Should not be nearly as sticky as they are.  The whole thing is delivered with a ‘burn it down’ shrug that never devolves into nihilism.  It’s an incredibly winning performance, and one of the better choruses in recent memory.

Eddie wisely makes the choice to sing in a lower register, resisting the higher, sharper vocals that he often brings to songs like this. Thus far the Dark Matter performances we’ve heard feel like a combination of Riot Act’s range (the space he should be inhabiting) melded with the spitfire energy of the S/T record, and they sit within the music rather than lying on top of it. It sounds like Eddie is working in service of the song rather than the song existing as a vehicle for Eddie. When your band is as talented as Pearl Jam, it’s what you want to see.

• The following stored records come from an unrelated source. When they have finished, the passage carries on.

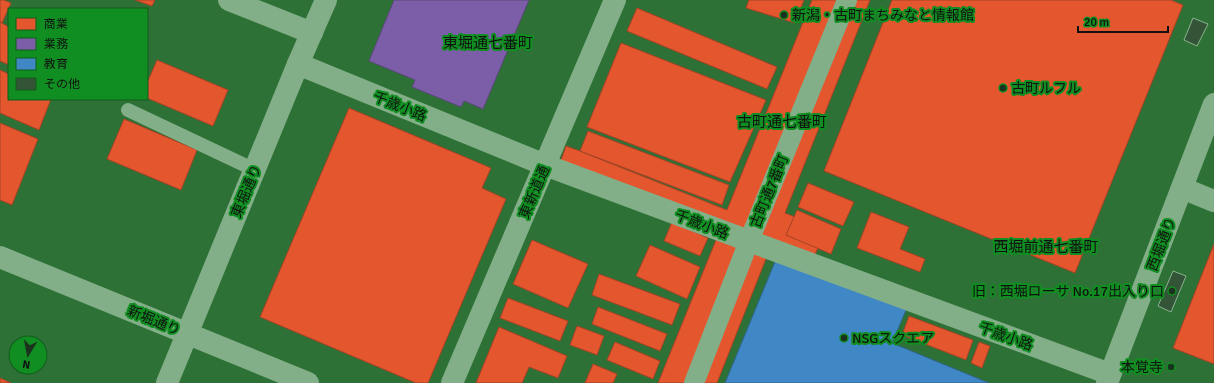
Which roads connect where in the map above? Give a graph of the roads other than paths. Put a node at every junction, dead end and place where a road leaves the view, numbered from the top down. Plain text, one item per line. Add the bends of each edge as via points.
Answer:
1 (229, 0) edge
2 (326, 0) edge
3 (615, 0) edge
4 (847, 0) edge
5 (312, 33) junction
6 (298, 64) junction
7 (1214, 104) edge
8 (128, 110) dead end
9 (545, 165) junction
10 (255, 170) junction
11 (1182, 188) junction
12 (1214, 201) edge
13 (749, 241) junction
14 (0, 257) edge
15 (187, 334) junction
16 (1109, 379) edge
17 (167, 383) edge
18 (308, 383) edge
19 (452, 383) edge
20 (694, 383) edge

1 - 5 street
2 - 5 street, 東堀通り
3 - 9 street, 東新道通
4 - 13 street, 古町通7番町
5 - 6 street, 東堀通り
6 - 9 street, 千歳小路
6 - 10 street, 東堀通り
7 - 11 street, 西堀通り
8 - 10 lane
9 - 13 street, 千歳小路
9 - 19 street, 東新道通
10 - 15 street, 東堀通り
11 - 12 street
11 - 16 street, 西堀通り
13 - 16 street, 千歳小路
13 - 20 street, 古町通7番町
14 - 15 street, 新堀通り
15 - 17 street, 東堀通り
15 - 18 street, 新堀通り

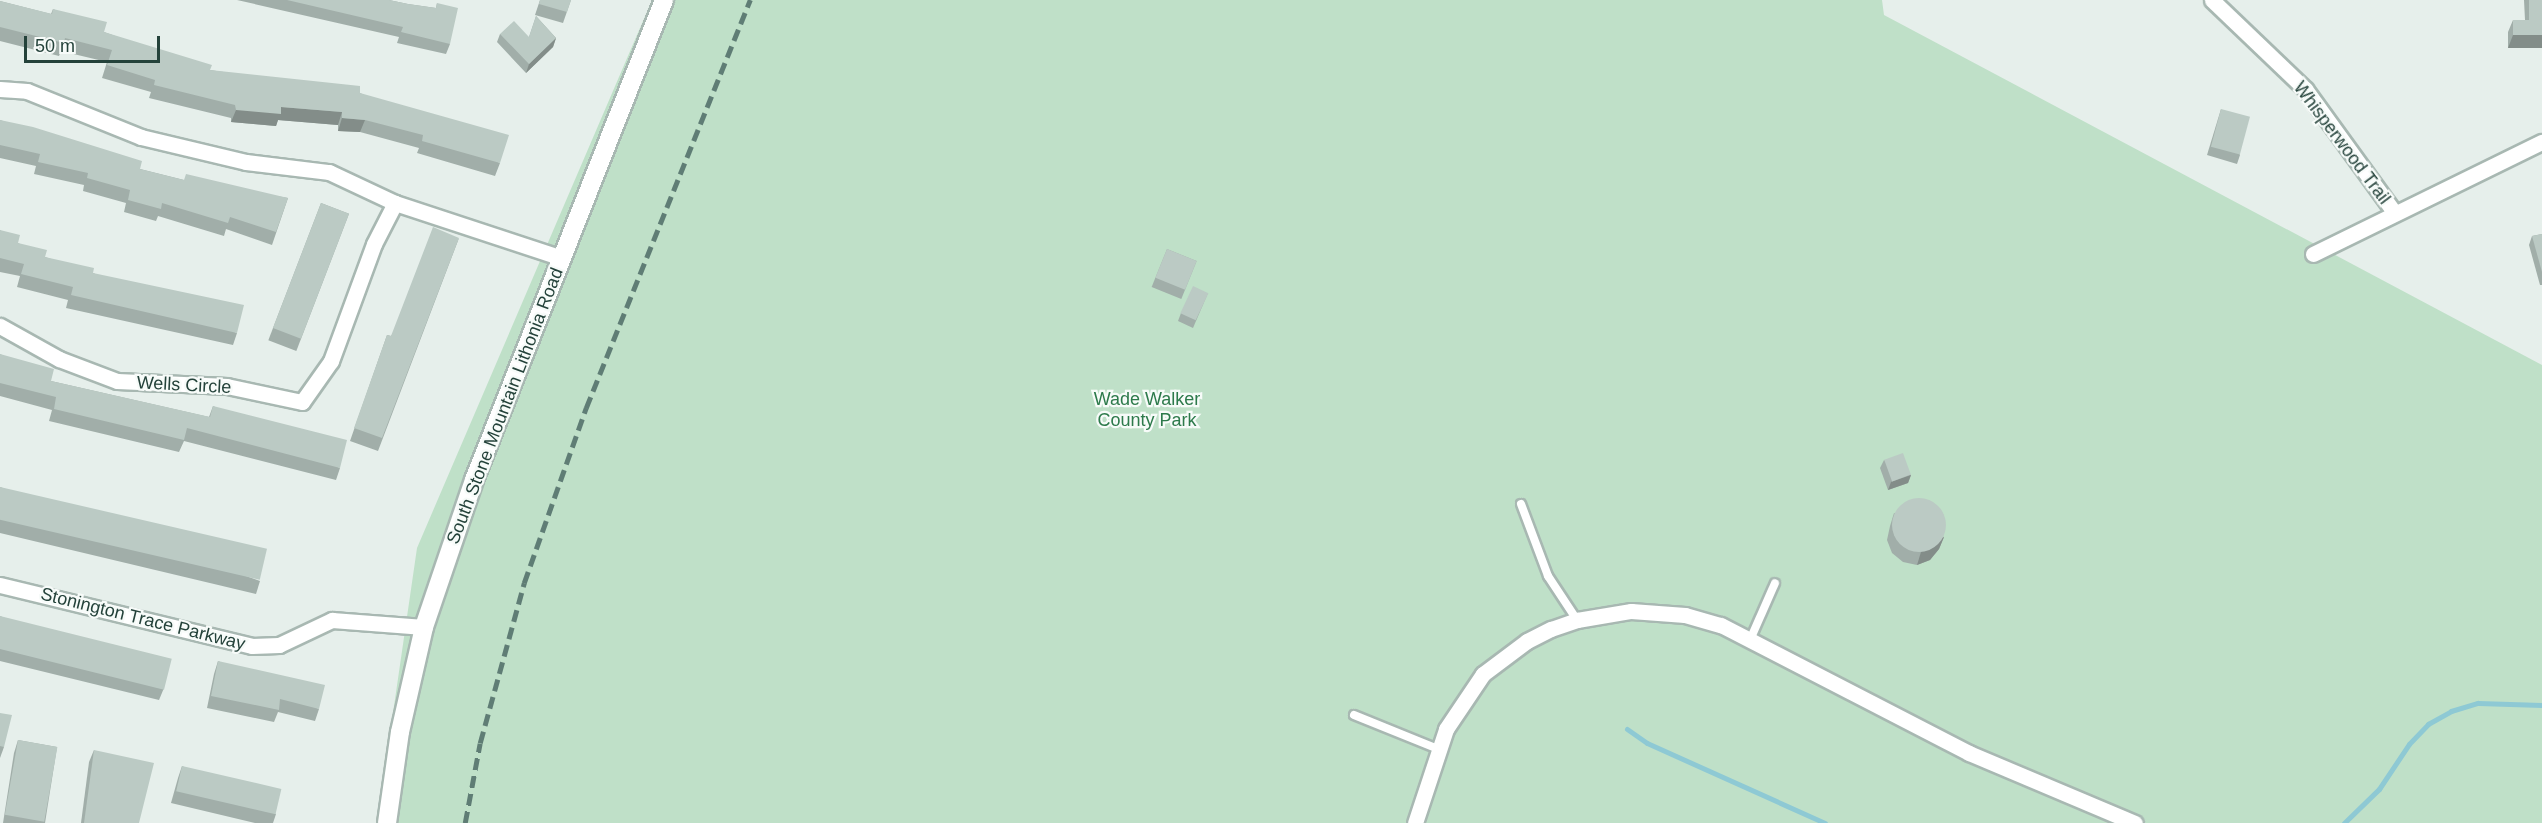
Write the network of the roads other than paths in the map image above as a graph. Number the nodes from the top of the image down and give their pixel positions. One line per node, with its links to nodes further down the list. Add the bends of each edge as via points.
1 (663, 0): 8 (main road, South Stone Mountain Lithonia Road)
2 (2212, 0): 6 (street, Whisperwood Trail, via 2305,89)
3 (0, 88): 5 (street, via 27,91 141,137 246,162 329,172)
4 (2542, 142): 6 (street)
5 (395, 203): 8 (street); 9 (street, Wells Circle, via 374,244 331,361 302,402 227,386 117,381 59,359)
6 (2394, 212): 7 (street)
7 (2313, 254)
8 (562, 258): 14 (main road, South Stone Mountain Lithonia Road, via 474,480)
9 (0, 326)
10 (1521, 504): 13 (lane, via 1548,576)
11 (1775, 583): 15 (lane)
12 (0, 585): 14 (street, Stonington Trace Parkway, via 252,646 279,645 332,620)
13 (1577, 620): 15 (street, via 1631,611 1658,612 1721,625); 17 (street, via 1527,641 1483,674 1466,694)
14 (424, 627): 18 (main road, South Stone Mountain Lithonia Road, via 400,732)
15 (1750, 640): 20 (street, via 1969,753)
16 (1354, 715): 17 (lane)
17 (1438, 749): 19 (street)
18 (387, 823)
19 (1415, 823)
20 (2135, 823)

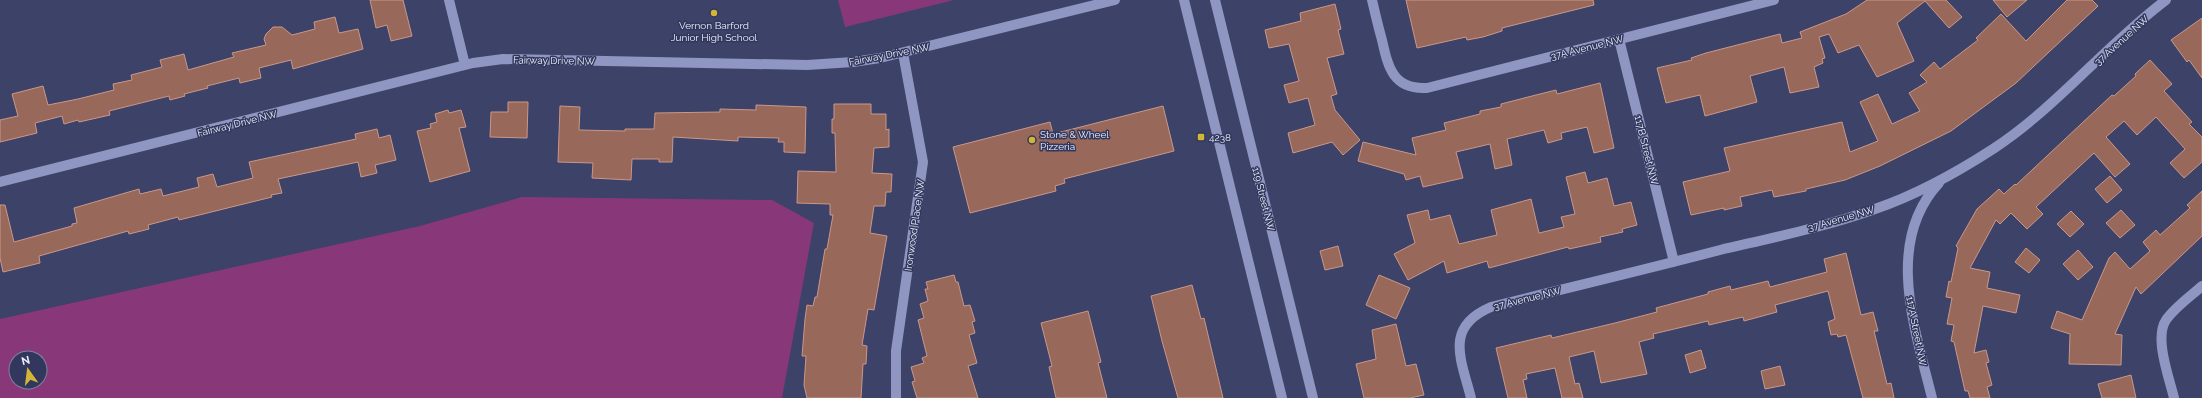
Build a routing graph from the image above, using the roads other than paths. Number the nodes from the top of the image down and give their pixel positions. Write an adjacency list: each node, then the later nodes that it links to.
1 (449, 0): 10 (street)
2 (1115, 0): 9 (street, Fairway Drive NW)
3 (1184, 0): 16 (street)
4 (1215, 0): 17 (street, 119 Street NW)
5 (1372, 0): 8 (street, 37A Avenue NW)
6 (1774, 0): 8 (street, 37A Avenue NW)
7 (2166, 0): 11 (street, 37 Avenue NW)
8 (1619, 39): 13 (street, 117B Street NW)
9 (903, 53): 10 (street, Fairway Drive NW); 15 (street, Ironwood Place NW)
10 (465, 65): 12 (street, Fairway Drive NW)
11 (1944, 178): 13 (street, 37 Avenue NW); 19 (street, 117A Street NW)
12 (0, 182)
13 (1674, 262): 18 (street, 37 Avenue NW)
14 (2202, 286): 20 (street)
15 (896, 398)
16 (1282, 398)
17 (1313, 398)
18 (1471, 398)
19 (1932, 398)
20 (2174, 398)

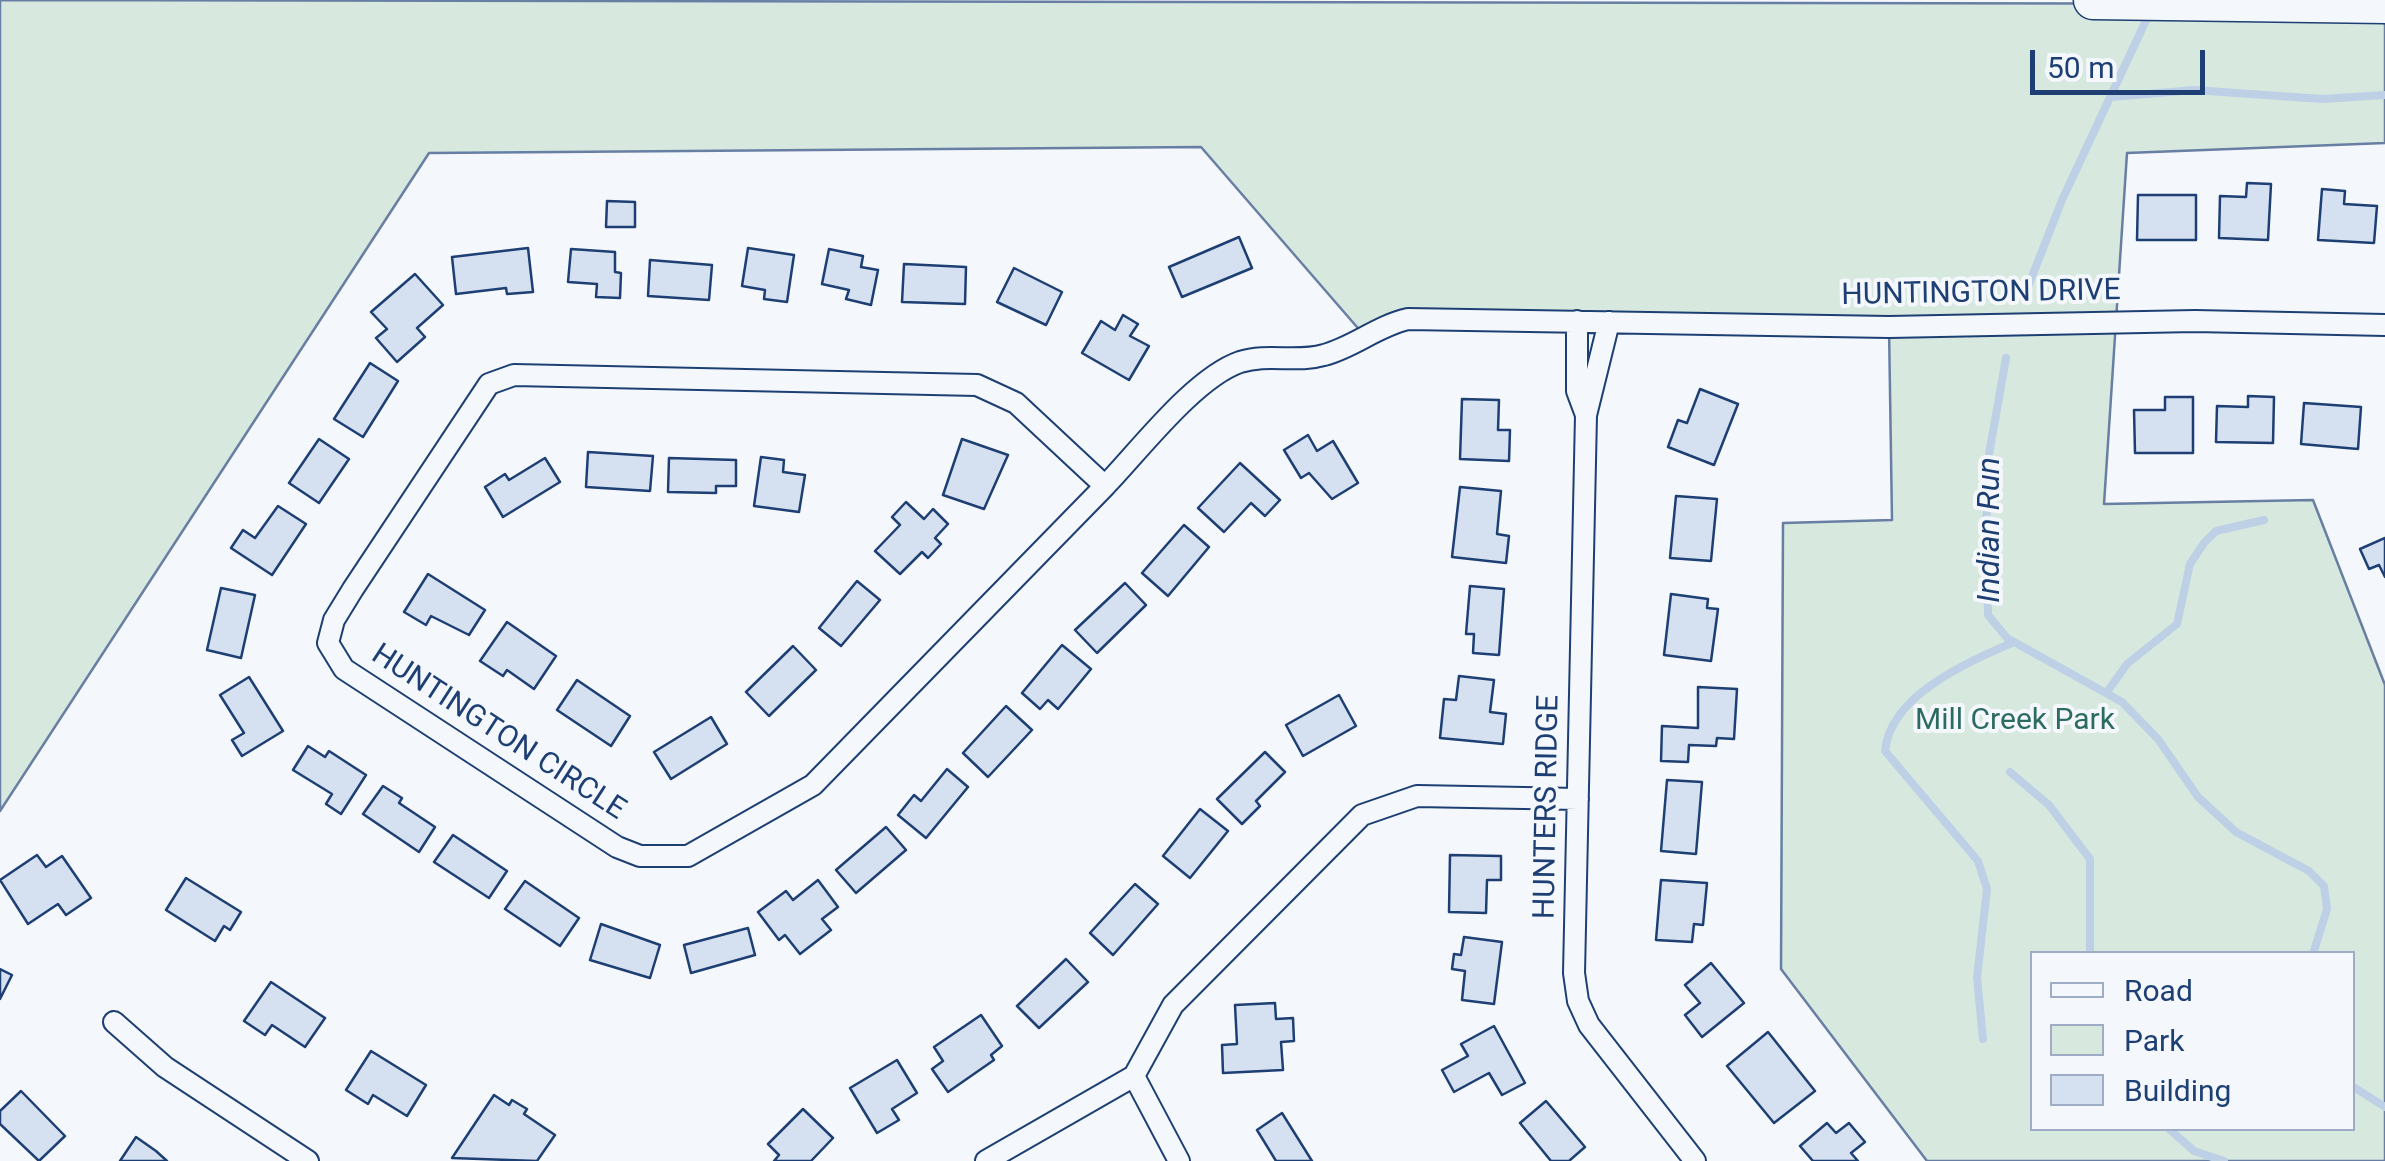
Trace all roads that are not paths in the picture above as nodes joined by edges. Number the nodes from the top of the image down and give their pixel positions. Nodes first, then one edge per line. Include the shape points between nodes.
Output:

The lyrics have a ‘the more things change the more they stay the same’ energy (endless running, diving into bottomless depths), but while this is undoubtedly a frustrated song, it’s offset by a stubborn refusal to stop. Running is tired, but it’s not exhausted. Movement has always been one of Eddie’s primary metaphors for change and possibility. If we stop, nothing changes, and they win.

The bridge is the highlight (as is often the case), although it brings enough stakes raising drama to almost feel like it belongs in a different song. The lyrics are resigned, almost defeatist - false starts, movement denied, the inevitability of death.  The thing we are running out of is time. But it successfully transitions into a propulsive solo and outro tantrum that doubles down on the desire, the NEED for emancipation at the heart of their music. And Running doesn’t end as much as it smashes to a halt.

A superficial read of Running is that this is an older band trying to recapture their youth. And while your mileage of the song as a song may vary, this interpretation strikes me as overly cynical, and probably wrong. The critique, the tension, the defiance, the commitment, and the grasping need for the world to be better than it is- this is who Pearl Jam are, and what their music has always been.  The context changes, but the core remains the same. You can’t recapture something you’ve never let go.